Balog will discuss his work in a public lecture at 7:30 p.m. Feb. 18 in Whittenberger Auditorium at the Indiana Memorial Union. The award-winning documentary “Chasing Ice” will be screened at 7 p.m. Feb. 19 at the IU Cinema, followed by a discussion with Balog and IU Cinema director Jon Vickers.
The Extreme Ice Survey is an innovative, long-term project that merges art and science to give a “visual voice” to the planet’s changing climate. A selection of images from the survey, documenting the beauty and power of arctic glaciers, is on display in the exhibition through the end of March. The photographic exhibition is accompanied by time-lapse video, demonstrating in graphic form the changes that have taken place at three glaciers from Alaska, Greenland and Iceland, from 2007 to 2014.

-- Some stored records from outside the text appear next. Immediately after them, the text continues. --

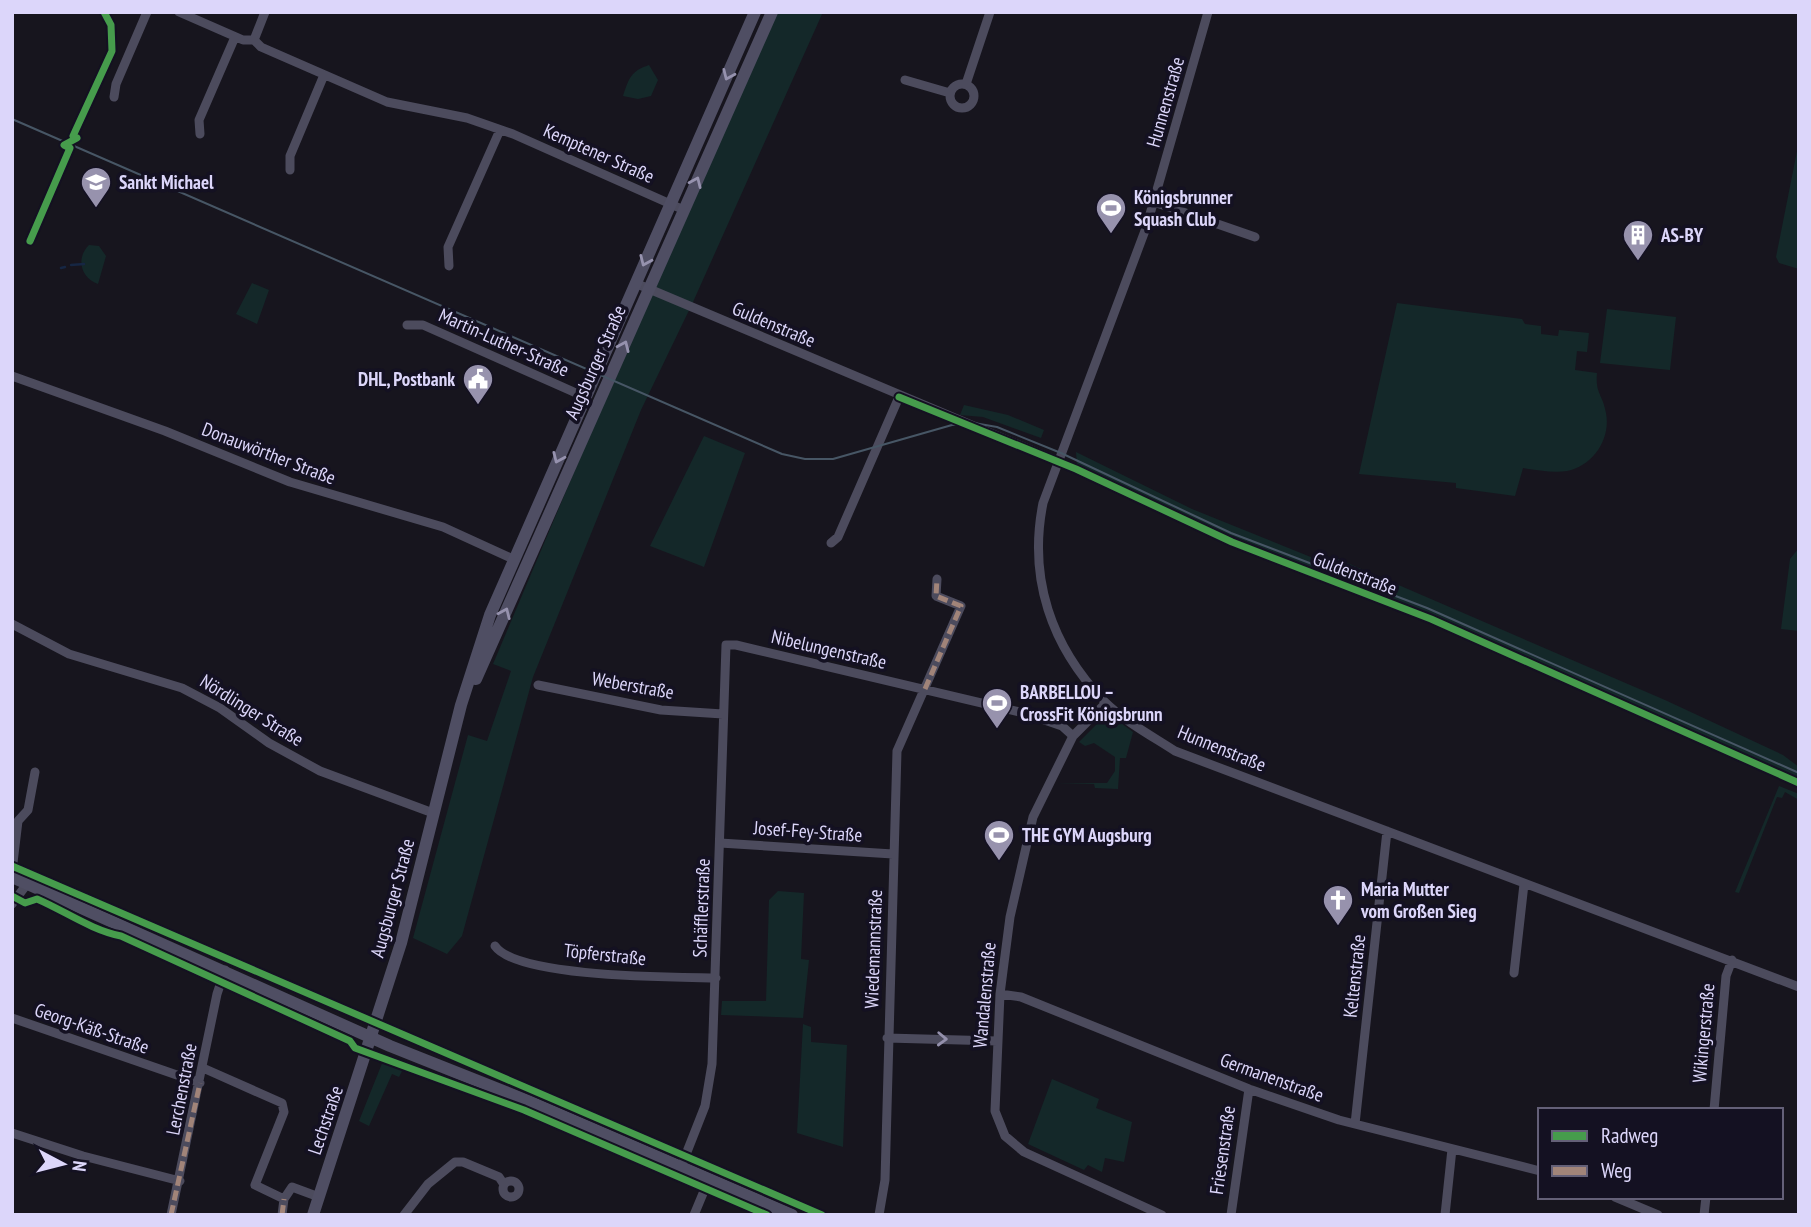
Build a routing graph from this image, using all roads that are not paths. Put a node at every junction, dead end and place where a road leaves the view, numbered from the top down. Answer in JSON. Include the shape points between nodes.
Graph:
{"nodes":[{"id":1,"x":147,"y":12,"type":"edge"},
{"id":2,"x":179,"y":12,"type":"edge"},
{"id":3,"x":265,"y":12,"type":"edge"},
{"id":4,"x":755,"y":12,"type":"edge"},
{"id":5,"x":772,"y":12,"type":"edge"},
{"id":6,"x":990,"y":12,"type":"edge"},
{"id":7,"x":1208,"y":12,"type":"edge"},
{"id":8,"x":235,"y":37,"type":"junction"},
{"id":9,"x":254,"y":40,"type":"junction"},
{"id":10,"x":324,"y":75,"type":"junction"},
{"id":11,"x":905,"y":80,"type":"dead end"},
{"id":12,"x":966,"y":84,"type":"junction"},
{"id":13,"x":950,"y":93,"type":"junction"},
{"id":14,"x":114,"y":97,"type":"dead end"},
{"id":15,"x":500,"y":130,"type":"junction"},
{"id":16,"x":200,"y":134,"type":"dead end"},
{"id":17,"x":290,"y":170,"type":"dead end"},
{"id":18,"x":1154,"y":202,"type":"junction"},
{"id":19,"x":670,"y":204,"type":"junction"},
{"id":20,"x":684,"y":210,"type":"junction"},
{"id":21,"x":1255,"y":237,"type":"dead end"},
{"id":22,"x":449,"y":266,"type":"dead end"},
{"id":23,"x":635,"y":283,"type":"junction"},
{"id":24,"x":649,"y":289,"type":"junction"},
{"id":25,"x":407,"y":326,"type":"dead end"},
{"id":26,"x":12,"y":376,"type":"edge"},
{"id":27,"x":584,"y":397,"type":"junction"},
{"id":28,"x":899,"y":397,"type":"junction"},
{"id":29,"x":1058,"y":462,"type":"junction"},
{"id":30,"x":831,"y":543,"type":"dead end"},
{"id":31,"x":513,"y":559,"type":"junction"},
{"id":32,"x":937,"y":579,"type":"dead end"},
{"id":33,"x":12,"y":624,"type":"edge"},
{"id":34,"x":726,"y":645,"type":"joint"},
{"id":35,"x":538,"y":685,"type":"dead end"},
{"id":36,"x":925,"y":689,"type":"junction"},
{"id":37,"x":1106,"y":703,"type":"junction"},
{"id":38,"x":723,"y":714,"type":"junction"},
{"id":39,"x":456,"y":728,"type":"junction"},
{"id":40,"x":1073,"y":736,"type":"junction"},
{"id":41,"x":35,"y":772,"type":"dead end"},
{"id":42,"x":1799,"y":783,"type":"edge"},
{"id":43,"x":433,"y":813,"type":"junction"},
{"id":44,"x":1387,"y":831,"type":"junction"},
{"id":45,"x":720,"y":843,"type":"junction"},
{"id":46,"x":894,"y":854,"type":"junction"},
{"id":47,"x":12,"y":871,"type":"edge"},
{"id":48,"x":12,"y":877,"type":"edge"},
{"id":49,"x":27,"y":884,"type":"junction"},
{"id":50,"x":1524,"y":884,"type":"junction"},
{"id":51,"x":12,"y":904,"type":"edge"},
{"id":52,"x":495,"y":946,"type":"dead end"},
{"id":53,"x":1732,"y":960,"type":"junction"},
{"id":54,"x":225,"y":970,"type":"junction"},
{"id":55,"x":1514,"y":973,"type":"dead end"},
{"id":56,"x":716,"y":978,"type":"junction"},
{"id":57,"x":1799,"y":987,"type":"edge"},
{"id":58,"x":1000,"y":994,"type":"junction"},
{"id":59,"x":12,"y":1018,"type":"edge"},
{"id":60,"x":373,"y":1037,"type":"junction"},
{"id":61,"x":887,"y":1038,"type":"junction"},
{"id":62,"x":997,"y":1041,"type":"junction"},
{"id":63,"x":203,"y":1068,"type":"junction"},
{"id":64,"x":200,"y":1083,"type":"junction"},
{"id":65,"x":1249,"y":1089,"type":"junction"},
{"id":66,"x":1714,"y":1108,"type":"edge"},
{"id":67,"x":1355,"y":1124,"type":"junction"},
{"id":68,"x":12,"y":1133,"type":"edge"},
{"id":69,"x":1452,"y":1149,"type":"junction"},
{"id":70,"x":681,"y":1167,"type":"junction"},
{"id":71,"x":1538,"y":1170,"type":"edge"},
{"id":72,"x":709,"y":1179,"type":"junction"},
{"id":73,"x":180,"y":1181,"type":"junction"},
{"id":74,"x":503,"y":1183,"type":"dead end"},
{"id":75,"x":319,"y":1197,"type":"junction"},
{"id":76,"x":285,"y":1199,"type":"junction"},
{"id":77,"x":1620,"y":1199,"type":"edge"},
{"id":78,"x":171,"y":1215,"type":"edge"},
{"id":79,"x":282,"y":1215,"type":"edge"},
{"id":80,"x":313,"y":1215,"type":"edge"},
{"id":81,"x":404,"y":1215,"type":"edge"},
{"id":82,"x":694,"y":1215,"type":"edge"},
{"id":83,"x":792,"y":1215,"type":"edge"},
{"id":84,"x":879,"y":1215,"type":"edge"},
{"id":85,"x":1162,"y":1215,"type":"edge"},
{"id":86,"x":1231,"y":1215,"type":"edge"},
{"id":87,"x":1445,"y":1215,"type":"edge"},
{"id":88,"x":1658,"y":1215,"type":"edge"}],
"edges":[{"from":1,"to":14,"type":"street"},
{"from":2,"to":8,"type":"street","name":"Kemptener Straße"},
{"from":3,"to":9,"type":"street"},
{"from":4,"to":19,"type":"street","name":"Augsburger Straße","one_way":true},
{"from":20,"to":5,"type":"street","name":"Augsburger Straße","one_way":true},
{"from":6,"to":12,"type":"street"},
{"from":7,"to":18,"type":"street","name":"Hunnenstraße"},
{"from":8,"to":9,"type":"street","name":"Kemptener Straße"},
{"from":8,"to":16,"type":"street","via":[[199,120]]},
{"from":9,"to":10,"type":"street","name":"Kemptener Straße"},
{"from":10,"to":15,"type":"street","name":"Kemptener Straße","via":[[387,102],[467,118]]},
{"from":10,"to":17,"type":"street","via":[[290,156]]},
{"from":11,"to":13,"type":"street"},
{"from":12,"to":13,"type":"street","via":[[954,86]]},
{"from":12,"to":13,"type":"street","via":[[974,92],[968,107],[956,107]]},
{"from":15,"to":19,"type":"street","name":"Kemptener Straße"},
{"from":15,"to":22,"type":"street","via":[[448,247]]},
{"from":18,"to":21,"type":"street"},
{"from":18,"to":29,"type":"street","name":"Hunnenstraße"},
{"from":19,"to":20,"type":"street","name":"Kemptener Straße"},
{"from":19,"to":23,"type":"street","name":"Augsburger Straße","one_way":true},
{"from":20,"to":24,"type":"street","name":"Augsburger Straße"},
{"from":23,"to":24,"type":"street","name":"Guldenstraße"},
{"from":23,"to":27,"type":"street","name":"Augsburger Straße"},
{"from":24,"to":28,"type":"street","name":"Guldenstraße"},
{"from":39,"to":24,"type":"street","name":"Augsburger Straße","one_way":true},
{"from":25,"to":27,"type":"street","name":"Martin-Luther-Straße","via":[[423,325]]},
{"from":26,"to":31,"type":"street","name":"Donauwörther Straße","via":[[290,482],[443,527]]},
{"from":27,"to":31,"type":"street","name":"Augsburger Straße","one_way":true},
{"from":28,"to":29,"type":"street","name":"Guldenstraße"},
{"from":28,"to":30,"type":"street","via":[[838,537]]},
{"from":29,"to":37,"type":"street","name":"Hunnenstraße","via":[[1039,520],[1041,590],[1075,666]]},
{"from":29,"to":42,"type":"street","name":"Guldenstraße","via":[[1231,542],[1431,619]]},
{"from":31,"to":39,"type":"street","name":"Augsburger Straße","via":[[476,655]]},
{"from":32,"to":36,"type":"street","via":[[936,596],[961,606]]},
{"from":33,"to":43,"type":"street","name":"Nördlinger Straße","via":[[69,654],[182,688],[320,771]]},
{"from":34,"to":36,"type":"street","name":"Nibelungenstraße"},
{"from":34,"to":38,"type":"street","name":"Schäfflerstraße"},
{"from":35,"to":38,"type":"street","name":"Weberstraße","via":[[661,710]]},
{"from":36,"to":40,"type":"street","name":"Nibelungenstraße","via":[[1053,721]]},
{"from":36,"to":46,"type":"street","name":"Wiedemannstraße","via":[[897,751]]},
{"from":37,"to":40,"type":"street","name":"Wandalenstraße"},
{"from":37,"to":44,"type":"street","name":"Hunnenstraße","via":[[1175,751]]},
{"from":38,"to":45,"type":"street","name":"Schäfflerstraße"},
{"from":39,"to":43,"type":"street","name":"Augsburger Straße"},
{"from":40,"to":58,"type":"street","name":"Wandalenstraße","via":[[1034,817],[1025,847]]},
{"from":41,"to":47,"type":"street","via":[[28,810],[18,821]]},
{"from":43,"to":60,"type":"street","name":"Augsburger Straße"},
{"from":44,"to":50,"type":"street","name":"Hunnenstraße"},
{"from":44,"to":67,"type":"street","name":"Keltenstraße"},
{"from":45,"to":46,"type":"street","name":"Josef-Fey-Straße"},
{"from":45,"to":56,"type":"street","name":"Schäfflerstraße"},
{"from":46,"to":61,"type":"street","name":"Wiedemannstraße"},
{"from":48,"to":49,"type":"street"},
{"from":49,"to":51,"type":"street"},
{"from":49,"to":54,"type":"street"},
{"from":50,"to":53,"type":"street","name":"Hunnenstraße"},
{"from":50,"to":55,"type":"street"},
{"from":52,"to":56,"type":"street","name":"Töpferstraße","via":[[499,953],[581,974]]},
{"from":53,"to":57,"type":"street","name":"Hunnenstraße"},
{"from":53,"to":66,"type":"street","name":"Wikingerstraße","via":[[1726,976]]},
{"from":54,"to":60,"type":"street"},
{"from":54,"to":63,"type":"street","name":"Lerchenstraße"},
{"from":56,"to":70,"type":"street","name":"Schäfflerstraße","via":[[705,1106]]},
{"from":58,"to":62,"type":"street","name":"Wandalenstraße"},
{"from":58,"to":65,"type":"street","name":"Germanenstraße","via":[[1021,997]]},
{"from":59,"to":64,"type":"street","name":"Georg-Käß-Straße"},
{"from":60,"to":70,"type":"street"},
{"from":60,"to":75,"type":"street","name":"Lechstraße"},
{"from":61,"to":62,"type":"street","one_way":true},
{"from":61,"to":84,"type":"street","name":"Wiedemannstraße","via":[[885,1180]]},
{"from":62,"to":85,"type":"street","name":"Wandalenstraße","via":[[995,1111],[1005,1136],[1024,1152]]},
{"from":63,"to":64,"type":"street","name":"Lerchenstraße"},
{"from":63,"to":76,"type":"street","via":[[282,1103],[284,1112],[255,1185]]},
{"from":64,"to":73,"type":"street","name":"Lerchenstraße"},
{"from":65,"to":67,"type":"street","name":"Germanenstraße"},
{"from":65,"to":86,"type":"street","name":"Friesenstraße"},
{"from":67,"to":69,"type":"street","name":"Germanenstraße"},
{"from":68,"to":73,"type":"street"},
{"from":69,"to":71,"type":"street","name":"Germanenstraße"},
{"from":69,"to":87,"type":"street"},
{"from":70,"to":72,"type":"street"},
{"from":72,"to":82,"type":"street"},
{"from":72,"to":83,"type":"street"},
{"from":73,"to":78,"type":"street","name":"Lerchenstraße"},
{"from":74,"to":81,"type":"street","via":[[499,1177],[455,1162],[428,1184]]},
{"from":75,"to":76,"type":"street","via":[[292,1187]]},
{"from":75,"to":80,"type":"street","name":"Lechstraße"},
{"from":76,"to":79,"type":"street"},
{"from":77,"to":88,"type":"street"}]}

The exhibition and several campus events in February, including a public lecture by Balog and a screening of the film “Chasing Ice,” are part of SustainIU Week, Feb. 16 to 20 on the IU Bloomington campus. The events are sponsored through a collaboration of the IU Office of Sustainability with IU Cinema, the Center for Integrative Photographic Studies, College Arts & Humanities Institute, the School of Public and Environmental Affairs, the Department of Geological Sciences, the Integrated Program in the Environment, the Kelley School of Business and the Indiana Memorial Union Board. During his two-day residency at Indiana University, Balog will visit classes and interact with faculty and student groups.
“For many of us, it is hard to visualize and personally experience how our actions are rapidly changing remote environments like arctic glaciers,” said Jeff White, director of the Integrated Program in the Environment and an arctic scientist. “James Balog’s stunning photography helps transport us there. The experience is both wonderful and deeply disconcerting.”
Balog has examined global environmental change for three decades. The Extreme Ice Survey has provided visual evidence, unprecedented in the history of photography, of how climate change is altering the earth’s polar and alpine landscapes. Since 2007, the survey has gathered more than 1 million images bearing witness to the retreat of glaciers in the U.S., Antarctica, Austria, Bolivia, Canada, France, Iceland, Greenland and Nepal. The work continues indefinitely.